Updated on Mar 13, 2019
We outlined that the size of the database is relative to the number of rows its tables contain. However, the question of how these entries got there at first place still remains unanswered. In the next lines of this tutorial, we will cover some of the most common reasons why your database increase in size.
If you have never heard of what a spambot is - it is basically a computer program that connects to websites for spam purposes.
But why those are causing the space to your database to grow?
All the modern websites are storing their data (Like blog posts, articles, comments, etc.) in a database. This means that any data added to a website no matter by an Admin or Regular User will also go to the database. Combine that with an insecure registration form allowing registrations without human verification (captcha challenge), and the equation gets completed.

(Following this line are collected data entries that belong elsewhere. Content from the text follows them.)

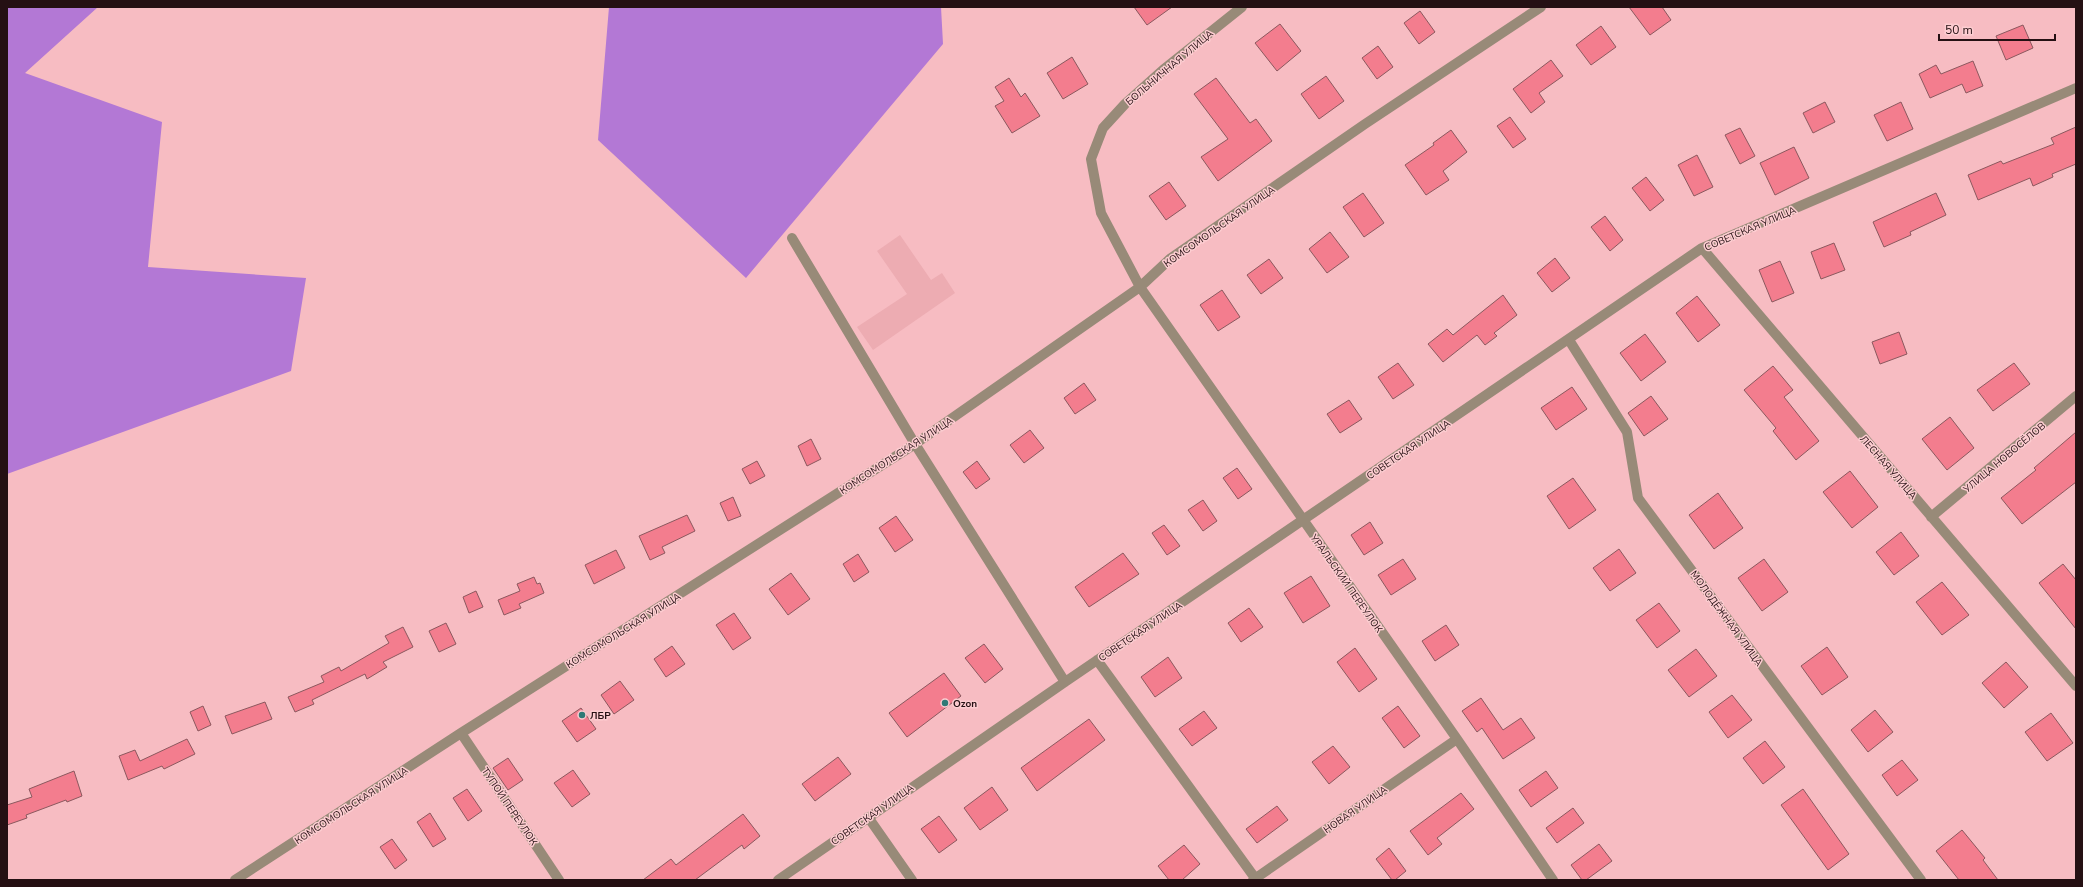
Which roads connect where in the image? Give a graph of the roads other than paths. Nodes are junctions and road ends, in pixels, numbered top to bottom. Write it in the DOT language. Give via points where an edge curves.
graph roads {
  1 [pos="1242,7"];
  2 [pos="1541,7"];
  3 [pos="2076,88"];
  4 [pos="792,238"];
  5 [pos="1702,248"];
  6 [pos="1140,287"];
  7 [pos="1569,340"];
  8 [pos="2076,396"];
  9 [pos="916,444"];
  10 [pos="1931,517"];
  11 [pos="1303,520"];
  12 [pos="1097,660"];
  13 [pos="1065,682"];
  14 [pos="2075,682"];
  15 [pos="461,733"];
  16 [pos="1457,739"];
  17 [pos="868,817"];
  18 [pos="1254,879"];
  19 [pos="235,880"];
  20 [pos="559,880"];
  21 [pos="778,880"];
  22 [pos="912,880"];
  23 [pos="1553,880"];
  24 [pos="1920,880"];
  1 -- 6 [label="street, БОЛЬНИЧНАЯ УЛИЦА" via="1125,104 1103,128 1091,159 1101,213"];
  2 -- 6 [label="street, КОМСОМОЛЬСКАЯ УЛИЦА" via="1171,258"];
  3 -- 5 [label="street, СОВЕТСКАЯ УЛИЦА"];
  4 -- 9 [label="street"];
  5 -- 7 [label="street, СОВЕТСКАЯ УЛИЦА"];
  5 -- 10 [label="street, ЛЕСНАЯ УЛИЦА"];
  6 -- 9 [label="street, КОМСОМОЛЬСКАЯ УЛИЦА"];
  6 -- 11 [label="street, УРАЛЬСКИЙ ПЕРЕУЛОК"];
  7 -- 11 [label="street, СОВЕТСКАЯ УЛИЦА"];
  7 -- 24 [label="street, МОЛОДЁЖНАЯ УЛИЦА" via="1627,432 1638,498"];
  8 -- 10 [label="street, УЛИЦА НОВОСЁЛОВ"];
  9 -- 13 [label="street"];
  9 -- 15 [label="street, КОМСОМОЛЬСКАЯ УЛИЦА"];
  10 -- 14 [label="street, ЛЕСНАЯ УЛИЦА"];
  11 -- 12 [label="street, СОВЕТСКАЯ УЛИЦА"];
  11 -- 16 [label="street, УРАЛЬСКИЙ ПЕРЕУЛОК"];
  12 -- 13 [label="street, СОВЕТСКАЯ УЛИЦА"];
  12 -- 18 [label="street"];
  13 -- 17 [label="street, СОВЕТСКАЯ УЛИЦА"];
  15 -- 19 [label="street, КОМСОМОЛЬСКАЯ УЛИЦА"];
  15 -- 20 [label="street, ТУПОЙ ПЕРЕУЛОК"];
  16 -- 18 [label="street, НОВАЯ УЛИЦА"];
  16 -- 23 [label="street, УРАЛЬСКИЙ ПЕРЕУЛОК"];
  17 -- 21 [label="street, СОВЕТСКАЯ УЛИЦА"];
  17 -- 22 [label="street"];
}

It is pretty simple - the spambots are registering accounts on a website which grants them with regular user privileges like posting comments and sometimes even creating pages (mainly on social platform type of websites). From there they can inject as many comments and content as they are configured to. Since all the data is being stored in a database as we already mentioned then the database will get filled with thousands of meaningless rows causing for its size to grow needlessly.
How to protect your database from spambots?
As you want only legitimate users to be able to post content on your website, you will have to configure:
How to clear your database from spam content?
Unfortunately, there is no universal approach for clearing your database from any user-posted content. The reason for that is mainly because the added spam content is mixed with all the legitimate content on your website. The best option here would be to contact a developer who can review the entries one by one and remove those that are spam related. Of course, the cleanup should be performed only after you are sure that the door is closed for new content posting.
Another thing that some websites do is placing their cache in the databases they are using. Why? Well, the database is answering requests way faster than the storage, which means that it will deliver cached content faster. Although that is no longer a common practice, it is still a thing for some custom scripts.
How to clear your database from cache entries?
You can identify the cache table and "Empty" it out. Emptying that table should not on theory cause issues with your website since any missing cache will be regenerated. However, that should be done only after the database cache is stopped or at least changed to File System cache. Of course, the alternatives for caching are quite a lot like APC or even Memcached for example.
We are combining these two under the same topic because they are generated basically the same way.
There are websites that are using their databases for storing logs for example for:
Those are important indeed, however storing those in the same database as the one your website actually utilizes is pretty much destructive for your visitors. The logs will not only increase the size of your database but if multiple logs are constantly updated this can cause uncontrolled and exponential growth. Often such logs are the Access or Registration logs which are recording, for example, each login attempt or a registration. However, if the website Login/Registration forms are not protected, and a spambot hits those, the log tables will surely be filled with quite a number of rows.
The analytics data is the very same - it logs information for your users' activity on your website similarly to the logs. However, since it aims for that information to be graphically presented to the admin of the website it often relies on the database of the website when storing the data.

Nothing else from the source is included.